------ Records for the exercise ------

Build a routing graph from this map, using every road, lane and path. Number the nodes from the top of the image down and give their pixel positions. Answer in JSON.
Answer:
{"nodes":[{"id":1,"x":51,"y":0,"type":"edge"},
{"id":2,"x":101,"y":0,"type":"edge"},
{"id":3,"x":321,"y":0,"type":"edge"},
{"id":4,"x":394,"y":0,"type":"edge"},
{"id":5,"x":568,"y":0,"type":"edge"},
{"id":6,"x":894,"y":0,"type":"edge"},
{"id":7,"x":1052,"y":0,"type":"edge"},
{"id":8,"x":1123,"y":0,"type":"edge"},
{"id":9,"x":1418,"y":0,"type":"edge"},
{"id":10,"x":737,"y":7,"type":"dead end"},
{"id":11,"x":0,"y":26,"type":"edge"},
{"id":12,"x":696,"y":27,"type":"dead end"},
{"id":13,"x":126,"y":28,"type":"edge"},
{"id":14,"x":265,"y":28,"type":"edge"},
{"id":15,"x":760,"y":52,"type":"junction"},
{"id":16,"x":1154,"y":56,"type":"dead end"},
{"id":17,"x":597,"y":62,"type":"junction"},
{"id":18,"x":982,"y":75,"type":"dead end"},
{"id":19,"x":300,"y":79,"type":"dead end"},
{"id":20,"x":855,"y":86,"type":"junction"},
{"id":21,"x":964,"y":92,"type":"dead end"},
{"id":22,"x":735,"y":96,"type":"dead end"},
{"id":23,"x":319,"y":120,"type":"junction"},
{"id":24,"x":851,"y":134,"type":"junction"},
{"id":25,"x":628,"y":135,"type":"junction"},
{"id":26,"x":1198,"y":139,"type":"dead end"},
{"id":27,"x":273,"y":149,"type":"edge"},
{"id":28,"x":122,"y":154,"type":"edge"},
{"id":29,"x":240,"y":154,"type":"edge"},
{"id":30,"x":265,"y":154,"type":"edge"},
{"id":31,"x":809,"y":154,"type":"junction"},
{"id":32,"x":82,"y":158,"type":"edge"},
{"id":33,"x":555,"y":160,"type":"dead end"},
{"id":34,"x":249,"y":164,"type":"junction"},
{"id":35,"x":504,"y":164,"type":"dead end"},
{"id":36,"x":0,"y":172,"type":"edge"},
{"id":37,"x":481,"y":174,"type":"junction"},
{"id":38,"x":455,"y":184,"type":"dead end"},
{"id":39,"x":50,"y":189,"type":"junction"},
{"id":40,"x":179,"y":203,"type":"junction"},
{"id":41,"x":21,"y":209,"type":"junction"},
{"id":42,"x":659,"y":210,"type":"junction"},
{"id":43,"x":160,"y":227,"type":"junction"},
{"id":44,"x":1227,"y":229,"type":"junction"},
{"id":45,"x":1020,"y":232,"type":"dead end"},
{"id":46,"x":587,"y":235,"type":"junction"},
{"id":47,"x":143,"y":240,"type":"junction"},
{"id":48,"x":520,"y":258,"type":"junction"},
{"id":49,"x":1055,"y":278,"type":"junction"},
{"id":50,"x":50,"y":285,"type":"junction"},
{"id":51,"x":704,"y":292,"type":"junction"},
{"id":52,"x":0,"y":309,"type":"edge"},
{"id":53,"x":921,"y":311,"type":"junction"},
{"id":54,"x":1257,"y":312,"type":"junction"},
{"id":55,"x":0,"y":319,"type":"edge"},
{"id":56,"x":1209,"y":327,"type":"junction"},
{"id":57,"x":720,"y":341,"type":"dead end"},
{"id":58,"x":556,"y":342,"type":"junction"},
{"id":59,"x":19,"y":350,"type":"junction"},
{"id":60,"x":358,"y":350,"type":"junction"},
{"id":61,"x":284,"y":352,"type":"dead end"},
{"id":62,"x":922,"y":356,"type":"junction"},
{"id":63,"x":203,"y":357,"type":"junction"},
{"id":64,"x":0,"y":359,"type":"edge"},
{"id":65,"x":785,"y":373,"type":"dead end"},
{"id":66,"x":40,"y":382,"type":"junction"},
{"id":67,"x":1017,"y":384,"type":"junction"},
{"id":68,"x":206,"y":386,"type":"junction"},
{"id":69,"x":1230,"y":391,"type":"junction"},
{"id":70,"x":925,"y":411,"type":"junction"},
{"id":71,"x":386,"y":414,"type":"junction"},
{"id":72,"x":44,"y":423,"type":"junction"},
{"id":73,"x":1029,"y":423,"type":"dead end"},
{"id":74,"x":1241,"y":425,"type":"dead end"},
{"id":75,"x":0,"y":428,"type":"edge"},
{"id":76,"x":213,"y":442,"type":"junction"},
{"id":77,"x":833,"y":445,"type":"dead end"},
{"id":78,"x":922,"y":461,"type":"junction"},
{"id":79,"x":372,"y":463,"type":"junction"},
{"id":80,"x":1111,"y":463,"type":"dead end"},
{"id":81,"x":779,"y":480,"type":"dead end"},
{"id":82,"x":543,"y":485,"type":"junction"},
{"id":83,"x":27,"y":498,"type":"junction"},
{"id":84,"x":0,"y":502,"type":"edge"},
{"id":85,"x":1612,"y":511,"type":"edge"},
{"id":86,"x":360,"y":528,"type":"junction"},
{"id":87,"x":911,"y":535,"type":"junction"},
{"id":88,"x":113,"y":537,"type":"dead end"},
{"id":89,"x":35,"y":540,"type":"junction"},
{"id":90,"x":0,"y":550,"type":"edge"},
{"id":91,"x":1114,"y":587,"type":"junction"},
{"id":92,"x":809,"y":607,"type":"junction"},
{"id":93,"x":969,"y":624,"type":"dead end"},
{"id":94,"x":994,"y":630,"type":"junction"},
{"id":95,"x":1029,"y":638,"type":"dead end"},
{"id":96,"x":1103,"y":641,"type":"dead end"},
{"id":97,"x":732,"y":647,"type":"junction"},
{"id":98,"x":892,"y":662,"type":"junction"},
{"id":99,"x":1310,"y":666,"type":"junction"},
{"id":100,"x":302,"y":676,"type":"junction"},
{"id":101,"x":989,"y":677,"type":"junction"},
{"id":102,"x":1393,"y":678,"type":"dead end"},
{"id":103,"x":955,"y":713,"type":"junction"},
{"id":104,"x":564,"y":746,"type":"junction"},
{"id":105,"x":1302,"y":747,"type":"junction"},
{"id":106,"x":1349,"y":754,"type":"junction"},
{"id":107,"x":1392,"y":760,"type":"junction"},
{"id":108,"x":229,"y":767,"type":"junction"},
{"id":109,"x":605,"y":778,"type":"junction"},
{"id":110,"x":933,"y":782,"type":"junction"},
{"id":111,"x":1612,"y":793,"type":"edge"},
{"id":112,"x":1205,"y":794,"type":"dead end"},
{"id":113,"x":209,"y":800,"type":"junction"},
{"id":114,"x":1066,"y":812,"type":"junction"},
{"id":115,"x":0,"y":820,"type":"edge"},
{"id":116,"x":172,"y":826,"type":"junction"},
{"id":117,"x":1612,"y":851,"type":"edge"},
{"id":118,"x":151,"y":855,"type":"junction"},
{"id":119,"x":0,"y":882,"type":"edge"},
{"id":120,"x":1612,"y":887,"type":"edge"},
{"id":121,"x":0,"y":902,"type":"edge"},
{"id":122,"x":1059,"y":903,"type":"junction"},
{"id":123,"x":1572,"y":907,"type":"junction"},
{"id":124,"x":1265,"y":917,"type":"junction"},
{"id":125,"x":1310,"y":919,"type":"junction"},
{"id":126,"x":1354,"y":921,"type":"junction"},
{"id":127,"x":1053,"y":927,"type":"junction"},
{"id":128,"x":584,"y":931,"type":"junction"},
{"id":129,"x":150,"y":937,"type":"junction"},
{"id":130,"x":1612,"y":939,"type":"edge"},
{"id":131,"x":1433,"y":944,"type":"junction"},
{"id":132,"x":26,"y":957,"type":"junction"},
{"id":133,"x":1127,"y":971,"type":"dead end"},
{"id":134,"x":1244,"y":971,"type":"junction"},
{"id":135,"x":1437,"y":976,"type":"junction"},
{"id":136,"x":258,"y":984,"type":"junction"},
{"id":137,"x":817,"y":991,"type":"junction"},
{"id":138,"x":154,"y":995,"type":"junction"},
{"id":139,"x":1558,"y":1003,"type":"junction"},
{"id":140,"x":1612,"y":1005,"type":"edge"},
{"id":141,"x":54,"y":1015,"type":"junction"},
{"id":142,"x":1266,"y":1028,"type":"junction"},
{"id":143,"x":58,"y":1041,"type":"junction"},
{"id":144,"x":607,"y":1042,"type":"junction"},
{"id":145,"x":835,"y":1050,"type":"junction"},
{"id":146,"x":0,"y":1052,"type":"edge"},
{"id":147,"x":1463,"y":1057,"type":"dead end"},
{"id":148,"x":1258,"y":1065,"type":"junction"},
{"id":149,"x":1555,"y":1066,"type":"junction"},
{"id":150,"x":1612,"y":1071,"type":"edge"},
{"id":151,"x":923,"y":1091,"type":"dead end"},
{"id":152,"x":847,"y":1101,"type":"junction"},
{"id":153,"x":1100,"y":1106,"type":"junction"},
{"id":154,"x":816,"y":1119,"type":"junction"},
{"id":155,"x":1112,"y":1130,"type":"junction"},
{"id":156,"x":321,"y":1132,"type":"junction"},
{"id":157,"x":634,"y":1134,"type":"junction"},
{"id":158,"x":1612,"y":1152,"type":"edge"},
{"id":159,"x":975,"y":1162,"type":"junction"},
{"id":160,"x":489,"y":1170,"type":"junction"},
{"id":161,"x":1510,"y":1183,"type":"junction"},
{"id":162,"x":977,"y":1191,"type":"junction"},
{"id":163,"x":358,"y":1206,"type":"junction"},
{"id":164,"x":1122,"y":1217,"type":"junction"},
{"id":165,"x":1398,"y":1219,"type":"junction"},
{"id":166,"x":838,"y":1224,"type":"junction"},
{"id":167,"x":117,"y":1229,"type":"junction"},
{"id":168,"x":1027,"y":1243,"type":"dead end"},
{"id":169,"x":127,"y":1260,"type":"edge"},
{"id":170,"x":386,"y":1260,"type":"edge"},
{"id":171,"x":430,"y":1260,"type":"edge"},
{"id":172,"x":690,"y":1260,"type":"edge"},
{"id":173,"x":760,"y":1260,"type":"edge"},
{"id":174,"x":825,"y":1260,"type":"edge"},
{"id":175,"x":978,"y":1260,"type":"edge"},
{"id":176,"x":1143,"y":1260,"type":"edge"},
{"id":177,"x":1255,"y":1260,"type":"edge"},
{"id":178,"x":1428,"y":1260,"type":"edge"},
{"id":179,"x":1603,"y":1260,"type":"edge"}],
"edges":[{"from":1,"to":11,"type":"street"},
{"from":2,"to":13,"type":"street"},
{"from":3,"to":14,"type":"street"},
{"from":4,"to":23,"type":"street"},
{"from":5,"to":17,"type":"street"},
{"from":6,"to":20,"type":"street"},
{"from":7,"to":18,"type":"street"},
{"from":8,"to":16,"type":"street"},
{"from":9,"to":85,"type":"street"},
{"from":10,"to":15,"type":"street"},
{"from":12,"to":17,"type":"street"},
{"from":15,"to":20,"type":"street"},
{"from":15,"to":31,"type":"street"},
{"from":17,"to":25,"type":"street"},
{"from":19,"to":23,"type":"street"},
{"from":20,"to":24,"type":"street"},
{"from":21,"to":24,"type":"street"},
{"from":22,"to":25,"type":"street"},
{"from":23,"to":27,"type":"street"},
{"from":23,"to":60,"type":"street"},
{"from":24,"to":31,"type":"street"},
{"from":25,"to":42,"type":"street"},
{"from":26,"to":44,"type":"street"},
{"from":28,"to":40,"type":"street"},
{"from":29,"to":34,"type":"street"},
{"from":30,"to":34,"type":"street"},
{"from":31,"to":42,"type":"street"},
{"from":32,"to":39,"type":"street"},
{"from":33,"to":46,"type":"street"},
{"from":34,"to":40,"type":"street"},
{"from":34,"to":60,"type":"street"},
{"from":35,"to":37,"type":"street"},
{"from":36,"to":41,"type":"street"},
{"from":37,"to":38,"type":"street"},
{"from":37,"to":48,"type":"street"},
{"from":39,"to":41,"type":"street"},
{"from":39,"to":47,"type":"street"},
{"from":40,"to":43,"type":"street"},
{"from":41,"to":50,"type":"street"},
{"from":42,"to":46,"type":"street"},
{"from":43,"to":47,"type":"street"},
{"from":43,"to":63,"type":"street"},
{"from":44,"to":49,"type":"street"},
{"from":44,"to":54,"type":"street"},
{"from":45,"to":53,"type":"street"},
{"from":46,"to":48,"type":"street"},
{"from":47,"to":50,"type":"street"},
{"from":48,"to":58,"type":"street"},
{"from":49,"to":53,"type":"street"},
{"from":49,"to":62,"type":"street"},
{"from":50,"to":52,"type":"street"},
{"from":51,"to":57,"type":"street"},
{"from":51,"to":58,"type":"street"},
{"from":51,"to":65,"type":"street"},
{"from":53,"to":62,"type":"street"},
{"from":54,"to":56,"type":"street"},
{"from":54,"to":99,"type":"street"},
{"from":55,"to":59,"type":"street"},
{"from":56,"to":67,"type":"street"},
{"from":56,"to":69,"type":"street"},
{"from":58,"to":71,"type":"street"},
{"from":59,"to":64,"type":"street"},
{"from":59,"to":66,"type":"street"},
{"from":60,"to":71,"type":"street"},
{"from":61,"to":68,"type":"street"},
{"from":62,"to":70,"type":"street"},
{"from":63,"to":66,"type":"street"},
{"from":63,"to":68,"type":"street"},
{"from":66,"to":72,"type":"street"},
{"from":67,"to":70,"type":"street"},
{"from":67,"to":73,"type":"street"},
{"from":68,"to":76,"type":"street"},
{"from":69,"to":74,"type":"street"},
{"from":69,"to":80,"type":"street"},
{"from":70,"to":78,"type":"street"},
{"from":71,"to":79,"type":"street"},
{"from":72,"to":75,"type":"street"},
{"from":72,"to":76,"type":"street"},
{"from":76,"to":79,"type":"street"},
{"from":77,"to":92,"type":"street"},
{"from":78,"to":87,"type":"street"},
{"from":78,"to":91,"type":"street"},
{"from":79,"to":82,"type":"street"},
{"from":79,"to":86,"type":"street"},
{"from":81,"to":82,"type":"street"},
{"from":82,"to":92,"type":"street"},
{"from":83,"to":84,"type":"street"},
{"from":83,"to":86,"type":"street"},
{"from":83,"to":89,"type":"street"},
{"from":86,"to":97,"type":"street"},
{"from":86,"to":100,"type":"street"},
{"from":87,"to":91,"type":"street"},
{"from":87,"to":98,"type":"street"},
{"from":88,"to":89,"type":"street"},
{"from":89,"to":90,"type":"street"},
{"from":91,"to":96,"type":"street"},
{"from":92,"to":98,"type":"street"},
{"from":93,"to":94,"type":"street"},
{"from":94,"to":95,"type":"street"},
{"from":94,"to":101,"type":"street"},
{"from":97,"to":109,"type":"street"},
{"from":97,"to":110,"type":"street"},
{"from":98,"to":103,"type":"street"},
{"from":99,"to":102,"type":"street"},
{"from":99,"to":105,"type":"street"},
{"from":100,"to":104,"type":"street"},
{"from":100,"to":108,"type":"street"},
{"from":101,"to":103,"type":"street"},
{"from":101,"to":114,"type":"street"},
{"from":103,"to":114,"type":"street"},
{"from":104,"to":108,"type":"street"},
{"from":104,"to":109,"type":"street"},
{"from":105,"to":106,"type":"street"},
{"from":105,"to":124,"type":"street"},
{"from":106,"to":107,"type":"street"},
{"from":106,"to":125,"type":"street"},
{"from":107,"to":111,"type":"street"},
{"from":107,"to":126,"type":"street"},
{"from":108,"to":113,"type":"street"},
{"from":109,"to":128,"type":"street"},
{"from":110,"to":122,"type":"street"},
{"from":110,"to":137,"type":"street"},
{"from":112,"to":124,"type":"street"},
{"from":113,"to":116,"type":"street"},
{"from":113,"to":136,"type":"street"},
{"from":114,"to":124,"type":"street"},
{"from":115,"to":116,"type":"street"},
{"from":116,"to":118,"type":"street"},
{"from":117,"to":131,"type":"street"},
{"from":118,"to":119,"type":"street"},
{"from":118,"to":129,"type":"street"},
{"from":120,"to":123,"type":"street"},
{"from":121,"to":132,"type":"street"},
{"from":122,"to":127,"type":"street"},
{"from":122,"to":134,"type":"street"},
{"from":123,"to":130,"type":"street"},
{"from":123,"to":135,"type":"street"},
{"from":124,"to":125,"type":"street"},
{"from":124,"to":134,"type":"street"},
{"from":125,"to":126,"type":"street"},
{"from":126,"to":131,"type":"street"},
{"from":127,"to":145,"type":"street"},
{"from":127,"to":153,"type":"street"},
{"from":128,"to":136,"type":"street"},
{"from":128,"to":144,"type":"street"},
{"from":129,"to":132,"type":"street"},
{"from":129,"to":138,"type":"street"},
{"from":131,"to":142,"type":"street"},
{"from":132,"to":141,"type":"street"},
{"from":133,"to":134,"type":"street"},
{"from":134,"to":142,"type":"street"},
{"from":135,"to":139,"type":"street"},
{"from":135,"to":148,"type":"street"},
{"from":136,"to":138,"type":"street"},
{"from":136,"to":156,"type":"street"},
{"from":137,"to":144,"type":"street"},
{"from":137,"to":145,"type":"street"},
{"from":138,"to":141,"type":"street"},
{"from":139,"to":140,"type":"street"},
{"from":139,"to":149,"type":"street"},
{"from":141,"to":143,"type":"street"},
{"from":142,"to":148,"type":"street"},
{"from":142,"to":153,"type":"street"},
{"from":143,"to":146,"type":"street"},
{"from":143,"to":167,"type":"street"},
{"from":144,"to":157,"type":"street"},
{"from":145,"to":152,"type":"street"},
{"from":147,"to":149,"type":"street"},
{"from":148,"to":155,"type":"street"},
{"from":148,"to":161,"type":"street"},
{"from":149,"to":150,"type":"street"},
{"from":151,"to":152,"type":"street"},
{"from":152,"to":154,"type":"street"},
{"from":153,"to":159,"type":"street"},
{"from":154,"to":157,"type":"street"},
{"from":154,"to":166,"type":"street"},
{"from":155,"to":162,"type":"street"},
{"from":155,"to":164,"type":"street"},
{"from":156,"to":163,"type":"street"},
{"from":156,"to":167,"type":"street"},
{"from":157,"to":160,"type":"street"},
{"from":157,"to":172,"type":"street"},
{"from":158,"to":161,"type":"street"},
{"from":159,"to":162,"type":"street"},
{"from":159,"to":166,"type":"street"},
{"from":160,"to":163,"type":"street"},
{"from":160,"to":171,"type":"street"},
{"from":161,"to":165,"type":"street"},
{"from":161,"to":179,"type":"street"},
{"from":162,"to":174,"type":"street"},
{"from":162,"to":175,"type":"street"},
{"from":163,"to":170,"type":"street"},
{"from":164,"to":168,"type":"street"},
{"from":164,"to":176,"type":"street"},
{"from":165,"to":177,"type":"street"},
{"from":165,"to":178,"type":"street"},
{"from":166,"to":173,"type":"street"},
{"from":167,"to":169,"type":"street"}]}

------

— Exercise instructions —
Filter the entries and keep only the lines holding "Answer".

— Completed task —
Build a routing graph from this map, using every road, lane and path. Number the nodes from the top of the image down and give their pixel positions. Answer in JSON.
Answer:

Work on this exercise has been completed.